All composers have detractors, especially composers that are well-known. Best not to pay any attention to those who dump on composers. Also, it's good to keep in mind that the criticism of Shostakovich ramped up greatly when ArtMusic declared Shostakovich the last great composer.

Regardless, Shostakovich is one of my favorite composers, and no amount of criticism will change that fact.


----------



## KenOC

I don't feel that clinkers lower the value of a composer. It's the good ones that count and will stay with us and be remembered. Was Beethoven's value diminished by Wellington's Victory, The Glorious Moment, his many (and mostly forgotten) songs, and a few others?

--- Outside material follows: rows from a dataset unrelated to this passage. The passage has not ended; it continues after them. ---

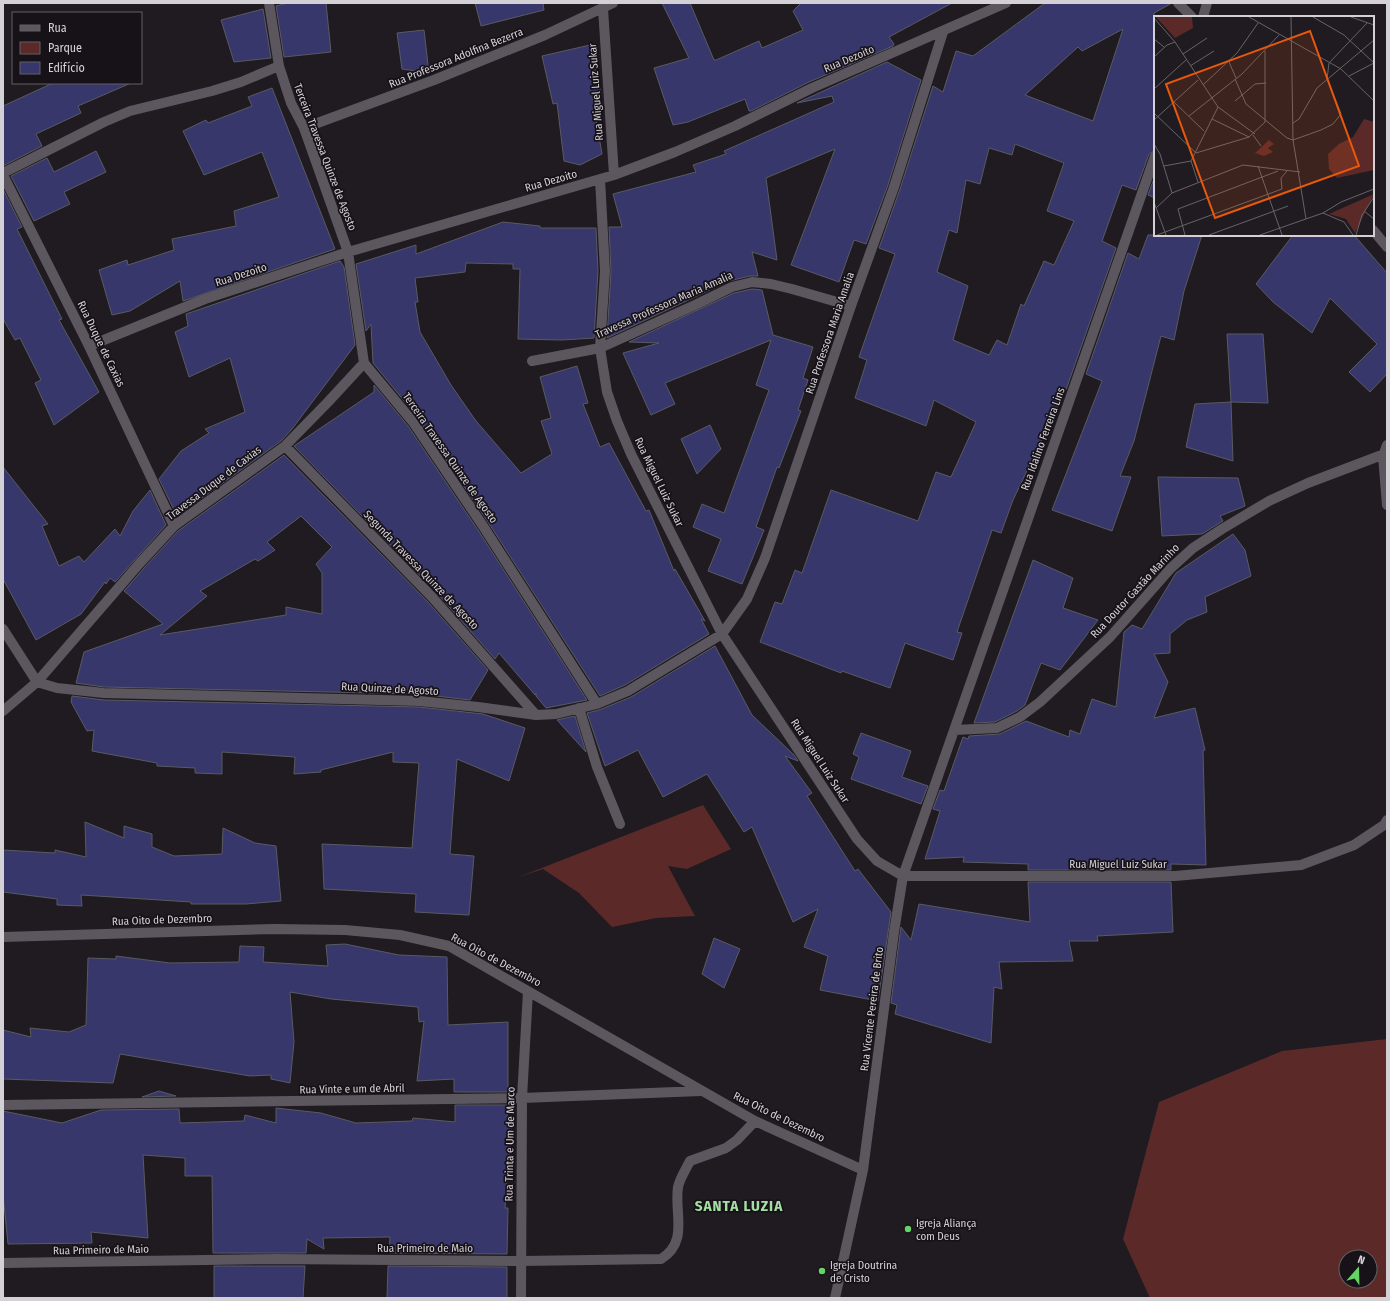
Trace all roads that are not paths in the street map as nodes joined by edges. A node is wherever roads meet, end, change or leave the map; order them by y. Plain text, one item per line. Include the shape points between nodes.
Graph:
1 (269, 3) edge
2 (613, 3) edge
3 (1006, 3) edge
4 (1178, 3) edge
5 (1207, 3) edge
6 (603, 9) junction
7 (1191, 16) edge
8 (1203, 16) edge
9 (943, 32) junction
10 (279, 66) junction
11 (304, 128) junction
12 (1154, 159) edge
13 (3, 174) edge
14 (614, 175) junction
15 (600, 179) junction
16 (1374, 231) edge
17 (1387, 247) edge
18 (348, 252) junction
19 (851, 306) junction
20 (89, 346) junction
21 (600, 348) junction
22 (532, 361) dead end
23 (364, 363) junction
24 (1387, 445) edge
25 (285, 446) junction
26 (1385, 455) edge
27 (1387, 506) edge
28 (174, 526) junction
29 (3, 629) edge
30 (722, 634) junction
31 (37, 682) junction
32 (596, 704) junction
33 (579, 708) junction
34 (3, 711) edge
35 (536, 715) junction
36 (954, 730) junction
37 (1387, 820) edge
38 (620, 824) dead end
39 (903, 876) junction
40 (3, 938) edge
41 (528, 991) junction
42 (702, 1091) junction
43 (522, 1098) junction
44 (3, 1105) edge
45 (755, 1121) junction
46 (863, 1170) junction
47 (521, 1261) junction
48 (3, 1263) edge
49 (520, 1298) edge
50 (835, 1298) edge

1 - 10 street, Terceira Travessa Quinze de Agosto
2 - 6 street, Rua Professora Adolfina Bezerra
3 - 9 street, Rua Dezoito
4 - 7 street
5 - 8 street
6 - 11 street, Rua Professora Adolfina Bezerra via 434,80
6 - 14 street, Rua Miguel Luiz Sukar
9 - 14 street, Rua Dezoito via 812,88 735,126
9 - 19 street, Rua Professora Maria Amalia via 894,187
10 - 11 street, Terceira Travessa Quinze de Agosto via 291,103
10 - 13 street, Rua Duque de Caxias via 212,91 130,111
11 - 18 street, Terceira Travessa Quinze de Agosto
12 - 36 street, Rua Idalino Ferreira Lins
13 - 20 street, Rua Duque de Caxias
14 - 15 street, Rua Dezoito
15 - 18 street, Rua Dezoito
15 - 21 street, Rua Miguel Luiz Sukar via 605,271
16 - 17 street
18 - 20 street, Rua Dezoito via 205,299
18 - 23 street, Terceira Travessa Quinze de Agosto
19 - 21 street, Travessa Professora Maria Amalia via 792,289 752,282 732,286
19 - 30 street, Rua Professora Maria Amalia via 765,558 747,599
20 - 28 street, Rua Duque de Caxias
21 - 22 street, Travessa Professora Maria Amalia
21 - 30 street, Rua Miguel Luiz Sukar via 607,392 631,454
23 - 25 street, Travessa Duque de Caxias
23 - 32 street, Terceira Travessa Quinze de Agosto via 413,422 487,532
24 - 26 street
25 - 28 street, Travessa Duque de Caxias
25 - 35 street, Segunda Travessa Quinze de Agosto via 432,597
26 - 27 street
26 - 36 street, Rua Doutor Gastão Marinho via 1269,501 1222,529 1193,548 1171,568 1110,637 1035,706 1020,717 996,728
28 - 31 street, Travessa Duque de Caxias
29 - 31 street
30 - 32 street, Rua Quinze de Agosto via 628,691
30 - 39 street, Rua Miguel Luiz Sukar via 857,839 877,861
31 - 34 street, Travessa Duque de Caxias
31 - 35 street, Rua Quinze de Agosto via 57,688 104,692 419,701
32 - 33 street, Rua Quinze de Agosto
33 - 35 street, Rua Quinze de Agosto via 556,714
33 - 38 street via 597,767
36 - 39 street, Rua Vicente Pereira de Brito
37 - 39 street, Rua Miguel Luiz Sukar via 1384,825 1354,845 1301,865 1175,876
39 - 46 street, Rua Vicente Pereira de Brito
40 - 41 street, Rua Oito de Dezembro via 274,929 345,930 400,935 449,946
41 - 42 street, Rua Oito de Dezembro
41 - 43 street, Rua Trinta e Um de Marco
42 - 43 street, Rua Vinte e um de Abril
42 - 45 street, Rua Oito de Dezembro
43 - 44 street, Rua Vinte e um de Abril
43 - 47 street, Rua Trinta e Um de Marco
45 - 46 street, Rua Oito de Dezembro
45 - 47 street, Rua Primeiro de Maio via 726,1148 690,1161 678,1187 679,1232 670,1254 661,1259
46 - 50 street, Rua Vicente Pereira de Brito
47 - 48 street, Rua Primeiro de Maio via 278,1259
47 - 49 street, Rua Trinta e Um de Marco

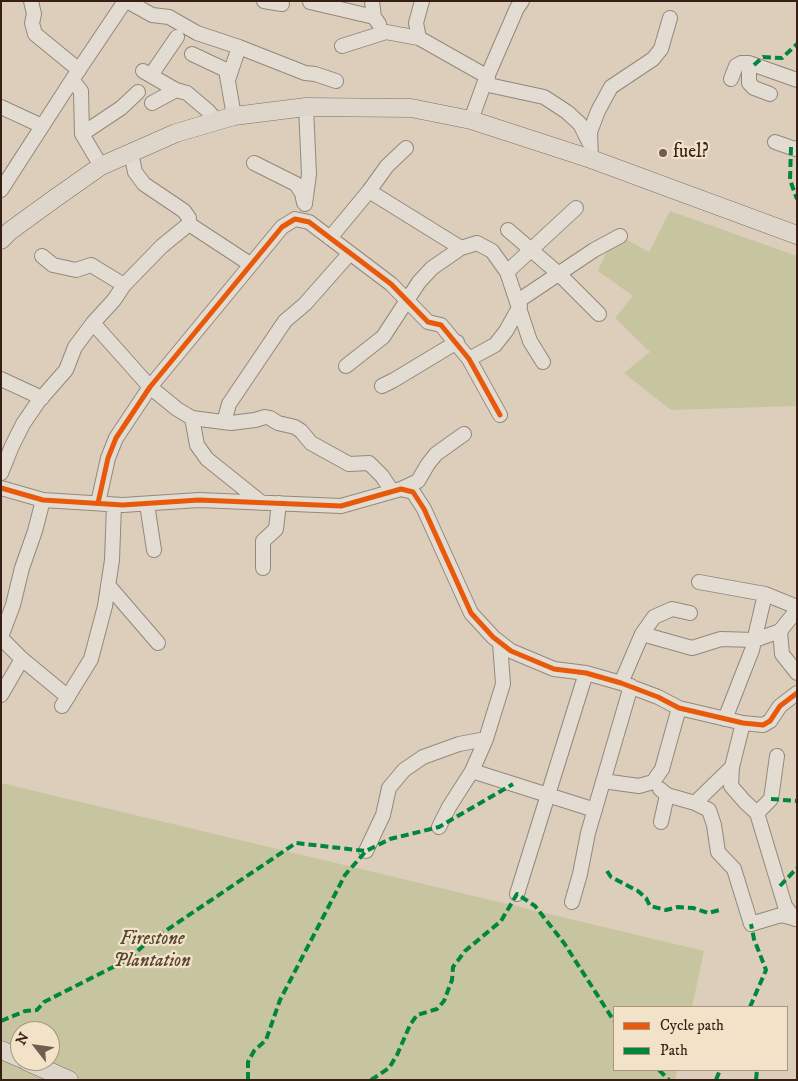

In the case of Shostakovich, at least half his symphonies are "permanent." Who else can claim that many symphonies in the canon in the last hundred years? Most of his quartets, his Trio #2, his Piano Quintet, his Op. 87 Preludes and Fugues, over half (at least) of his six concertos... Not sure what I'm leaving out, but I can certainly forgive Dmitri for some "unevenness."


----------



## Saintbert

KenOC said:


> In the case of Shostakovich, at least half his symphonies are "permanent." Who else can claim that many symphonies in the canon in the last hundred years? Most of his quartets, his Trio #2, his Piano Quintet, his Op. 87 Preludes and Fugues, over half (at least) of his six concertos... Not sure what I'm leaving out, but I can certainly forgive Dmitri for some "unevenness."


That's a fine listing... I just can't help adding that several of his orchestral songs, such as the suite on the poems of Michelangelo or the 6 Poems of Marina Tsvetaeva, are unique and worth mentioning, too.


----------



## AnotherSpin

For me his music is inseparable from Stalinism. It is main reason of attraction and aversion at the same time. It might be he expressed the suffocating essence of his time and place more that any other composer in 20th century.


----------



## KenOC

Saintbert said:


> That's a fine listing... I just can't help adding that several of his orchestral songs, such as the suite on the poems of Michelangelo or the 6 Poems of Marina Tsvetaeva, are unique and worth mentioning, too.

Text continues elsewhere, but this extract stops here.